Молодой депутат, уезжавший сразу же после выборов, на несколько дней в Берлин для переговоров с главой партии, поразительно коротко и холодно поздоровался с товарищем, а тот в свою очередь ответил лишь легким кивком.

— Уже вернулся? — спросил Ландсфельд.

— Я приехал час тому назад, — ответил Рунек. — Я был на твоей квартире и узнал, что могу найти тебя здесь.

— Был у меня на квартире? Это редкая честь! Я хочу арендовать здесь зал на послезавтра, так как есть необходимость созвать второе собрание. Но тебя мы еще не ждали; разве вы уже закончили?

— Речь шла только о предварительных переговорах. Я считаю, что буду нужен в Берлине только через несколько месяцев, когда начнутся заседания в рейхстаге, и, мне кажется, теперь я нужнее здесь, чем там.

— Ошибаешься! — объявил Ландсфельд, — ты нам не нужен с тех пор, как тебя избрали. Я так и думал, что ты поторопишься вернуться, как только узнаешь, что в твоем любимом Оденсберге все пошло вверх дном. Да, мы выбили-таки из старика дух непобедимости! До сих пор он был так недосягаем, словно никто не смел и подумать о том, чтобы восстать против него; теперь же ему, как и всем его коллегам, придется бороться с нами. Вероятно, ему это не очень-то по вкусу.

— По-моему, у вас нет никакого основания торжествовать, — мрачно сказал Эгберт, — на ваш вызов Дернбург ответил увольнением массы рабочих.

— Этого следовало ожидать, и мы основательно подготовились к такому противодействию.

— То есть, лучше сказать, вы на это рассчитывали! Что же будет теперь?

— Теперь надо или нагнуть его, или сломить. Или старик отменит свое распоряжение об увольнении рабочих, или на всех его заводах остановятся работы.

— Дернбурга вы не нагнете, а сломить его у вас не хватит сил. Зато у него достаточно силы, чтобы сломить вас, и он беспощадно воспользуется ею, если вы поставите его перед таким выбором. Пусть его заводы будут стоять несколько недель или месяцев, он выдержит, а вы нет; забастовка не принесет результатов, и руководители нашей партии не желают ее, да и вообще никогда не желали; теперь они категорически высказались против нее.

— Вот как! Вот как! Вероятно, ты сделал все, чтобы настоять на таком решении? — спросил Ландсфельд, бросая на Рунека язвительный взгляд. — Ты ведь теперь один из вождей! Ты моложе всех, а между тем больше всех склонен к деспотизму и, как кажется, уже успел порядком прибрать к рукам остальных!

Рунек сделал гневное, нетерпеливое движение.

— Неужели у тебя на уме только личная неприязнь ко мне, когда дело касается интересов целой партии? Я приехал, чтобы передать тебе указание не доводить дела до крайности; выполняй же его.

— Очень жаль, но уже поздно! — спокойно возразил Ландсфельд, — требования уже предъявлены, и забастовка в случае их непринятия неизбежна. Рабочие не могут отступить, и в Берлине должны понимать это.

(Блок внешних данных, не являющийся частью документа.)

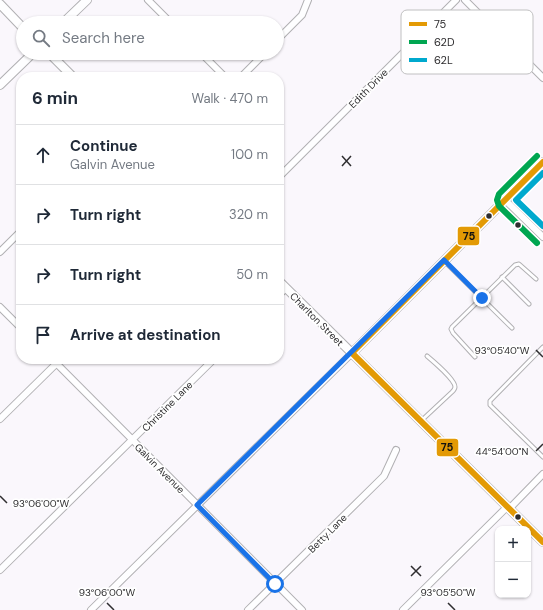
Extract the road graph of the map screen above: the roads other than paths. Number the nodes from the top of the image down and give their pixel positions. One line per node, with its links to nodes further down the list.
1 (87, 0): 9 (street)
2 (148, 0): 10 (street)
3 (308, 0): 12 (street)
4 (456, 0): 7 (street, Edith Drive)
5 (465, 0): 8 (street)
6 (0, 4): 11 (street)
7 (446, 10)
8 (475, 10)
9 (70, 16)
10 (164, 16)
11 (16, 21)
12 (284, 33)
13 (401, 55): 25 (street, Edith Drive)
14 (26, 60): 23 (street)
15 (56, 60): 19 (street)
16 (208, 60): 20 (street)
17 (258, 60): 21 (street)
18 (533, 68): 22 (street)
19 (68, 72)
20 (220, 72)
21 (246, 72)
22 (543, 78)
23 (0, 85)
24 (543, 162): 26 (street)
25 (284, 172)
26 (505, 200): 28 (street); 30 (street)
27 (16, 236): 29 (street)
28 (543, 237)
29 (0, 252)
30 (444, 260): 34 (lane); 40 (street)
31 (502, 277): 32 (lane); 34 (lane); 35 (lane)
32 (536, 279)
33 (286, 288): 40 (street, Charlton Street)
34 (482, 298): 38 (lane); 42 (lane)
35 (530, 304)
36 (0, 307): 37 (street)
37 (16, 323)
38 (512, 328)
39 (543, 347): 50 (lane)
40 (352, 353): 47 (street, Charlton Street); 52 (street)
41 (427, 356): 47 (lane)
42 (475, 357)
43 (53, 364): 46 (street)
44 (59, 364): 48 (street, Galvin Avenue)
45 (209, 364): 48 (street, Christine Lane)
46 (0, 419)
47 (421, 422): 53 (street, Charlton Street)
48 (132, 440): 52 (street, Galvin Avenue); 55 (street, Christine Lane)
49 (396, 450): 56 (street, Betty Lane)
50 (543, 457)
51 (543, 474): 53 (street)
52 (197, 505): 56 (street, Galvin Avenue); 57 (street)
53 (508, 508): 54 (street, Charlton Street); 60 (street)
54 (543, 542)
55 (0, 570)
56 (275, 584): 58 (street, Betty Lane); 59 (street, Galvin Avenue)
57 (91, 610)
58 (248, 610)
59 (302, 610)
60 (403, 610)

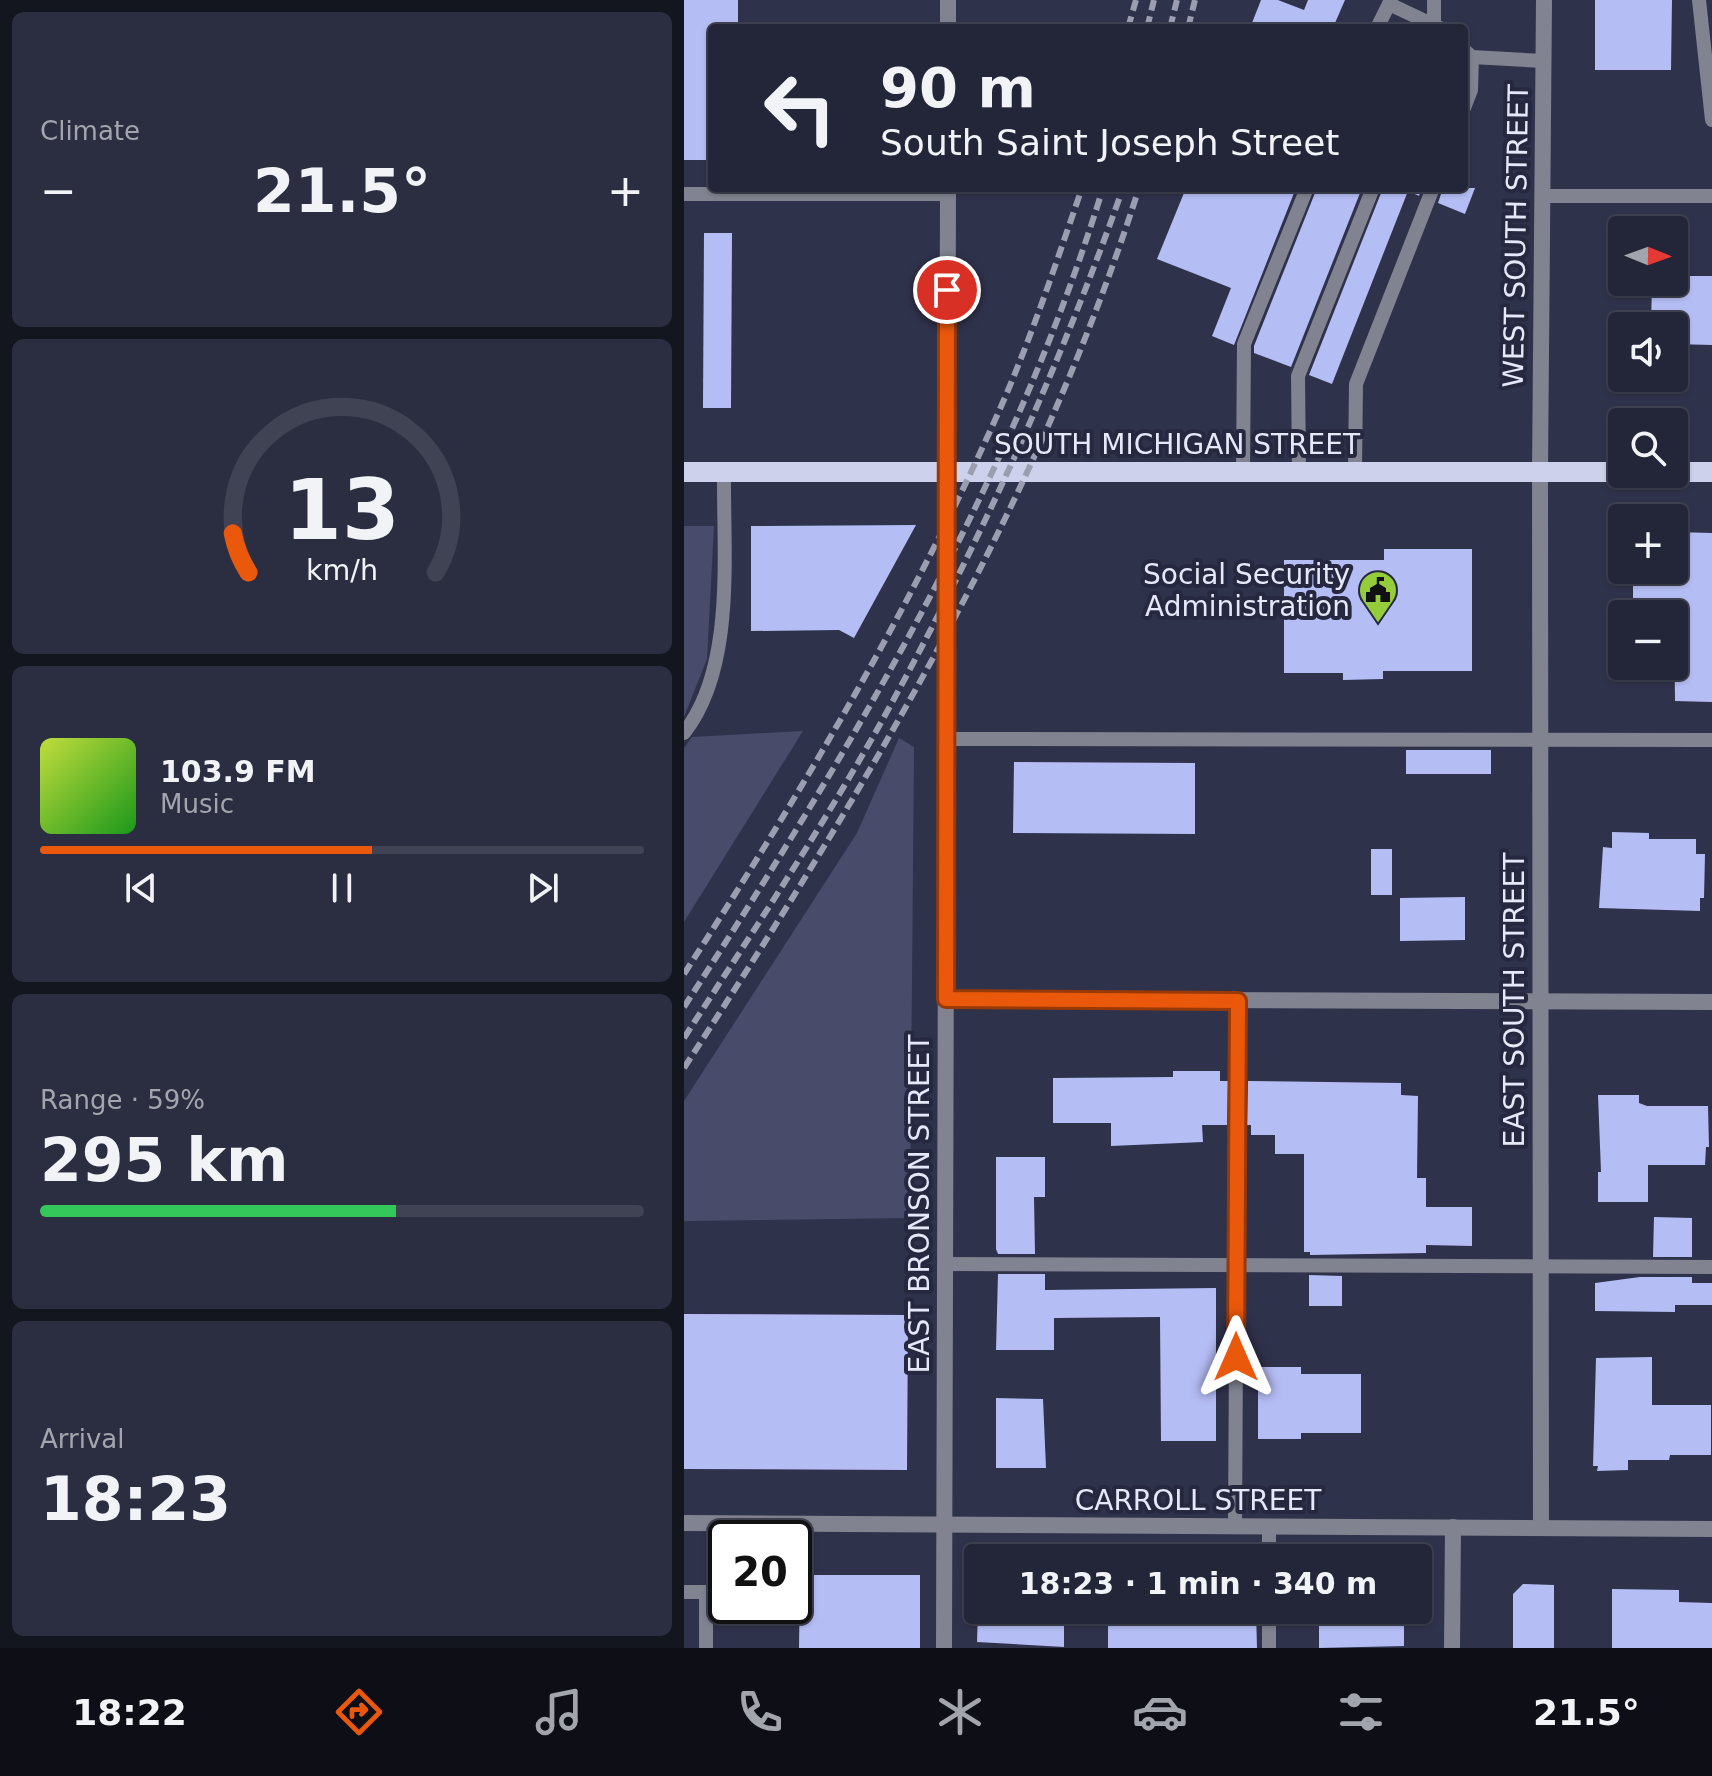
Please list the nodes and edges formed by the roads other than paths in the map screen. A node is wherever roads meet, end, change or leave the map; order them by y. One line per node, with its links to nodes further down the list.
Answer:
1 (948, 0): 7 (street)
2 (1434, 0): 10 (lane)
3 (1544, 0): 12 (street, WEST SOUTH STREET)
4 (1699, 0): 6 (lane)
5 (1390, 2): 8 (lane); 9 (lane)
6 (1707, 21): 14 (lane)
7 (948, 24)
8 (1379, 24)
9 (1430, 24)
10 (1436, 24)
11 (1468, 54): 12 (lane); 13 (lane)
12 (1544, 61): 21 (street, WEST SOUTH STREET)
13 (1468, 98)
14 (1712, 120)
15 (860, 192): 20 (lane)
16 (948, 192): 25 (street, EAST BRONSON STREET)
17 (1305, 192): 26 (lane)
18 (1371, 192): 27 (lane)
19 (1431, 192): 28 (lane)
20 (684, 194)
21 (1543, 196): 22 (lane); 29 (street, WEST SOUTH STREET)
22 (1712, 196)
23 (684, 472): 24 (main road, SOUTH MICHIGAN STREET)
24 (724, 472): 25 (main road, SOUTH MICHIGAN STREET); 33 (lane)
25 (947, 472): 26 (main road, SOUTH MICHIGAN STREET); 34 (street, EAST BRONSON STREET)
26 (1243, 472): 27 (main road, SOUTH MICHIGAN STREET)
27 (1299, 472): 28 (main road, SOUTH MICHIGAN STREET)
28 (1355, 472): 29 (main road, SOUTH MICHIGAN STREET)
29 (1540, 472): 30 (main road, SOUTH MICHIGAN STREET); 35 (street, EAST SOUTH STREET)
30 (1608, 472)
31 (1688, 472): 32 (main road)
32 (1712, 472)
33 (684, 733)
34 (946, 739): 35 (lane); 37 (street, EAST BRONSON STREET)
35 (1540, 740): 36 (lane); 40 (street, EAST SOUTH STREET)
36 (1712, 740)
37 (946, 999): 38 (street); 41 (street, EAST BRONSON STREET)
38 (1238, 1001): 40 (street); 42 (lane)
39 (1712, 1002): 40 (street)
40 (1541, 1003): 43 (street, EAST SOUTH STREET)
41 (945, 1264): 42 (lane); 46 (street, EAST BRONSON STREET)
42 (1236, 1264): 43 (lane); 47 (lane)
43 (1540, 1267): 44 (lane); 50 (street, EAST SOUTH STREET)
44 (1712, 1267)
45 (684, 1523): 46 (street, CARROLL STREET)
46 (945, 1525): 47 (street, CARROLL STREET); 56 (street, EAST BRONSON STREET)
47 (1235, 1526): 48 (street, CARROLL STREET)
48 (1269, 1526): 49 (street, CARROLL STREET); 52 (lane)
49 (1453, 1527): 50 (street, CARROLL STREET); 58 (street)
50 (1541, 1528): 51 (street, CARROLL STREET)
51 (1712, 1529)
52 (1269, 1544)
53 (684, 1592): 55 (lane)
54 (1269, 1624): 57 (lane)
55 (706, 1648)
56 (944, 1648)
57 (1269, 1648)
58 (1452, 1648)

— Ого! Вот когда ты показал свою настоящую личину! — раздраженно крикнул Эгберт. — Значит, ты, постоянно ратующий за дисциплину, действовал самовольно?

— Да, на собственный страх! Надо же было наконец вывести трусов-оденсбергцев из их спячки. Какого труда мне стоило настоять на твоем избрании, как мы старались работать, и все-таки до последней минуты все было под вопросом. Наконец эта ленивая масса пришла в движение; теперь необходимо толкать ее вперед.

— Куда? К верной неудаче! Они последовали за вами к избирательным урнам и теперь еще слепо идут следом — чад победы еще кружит их головы; вы убедили их, что вы всемогущи. Но этот чад скоро пройдет. Как только рабочие опомнятся и поймут, что они теряют, выступая против хозяина Оденсберга, и чем рискуют из-за этого их жены и дети, ты и недели не удержишь их, они сломя головы побегут назад к Дернбургу. Но он будет уже не тот, он не простит оскорбления, нанесенного ему.

Рунек говорил все с большим волнением. Ландсфельд продолжал спокойно сидеть, не сводя с него глаз, и злая улыбка заиграла на его губах, когда он возразил:

— Ты как будто находишь совершенно резонной такую месть со стороны старика. На чьей, собственно, стороне ты стоишь?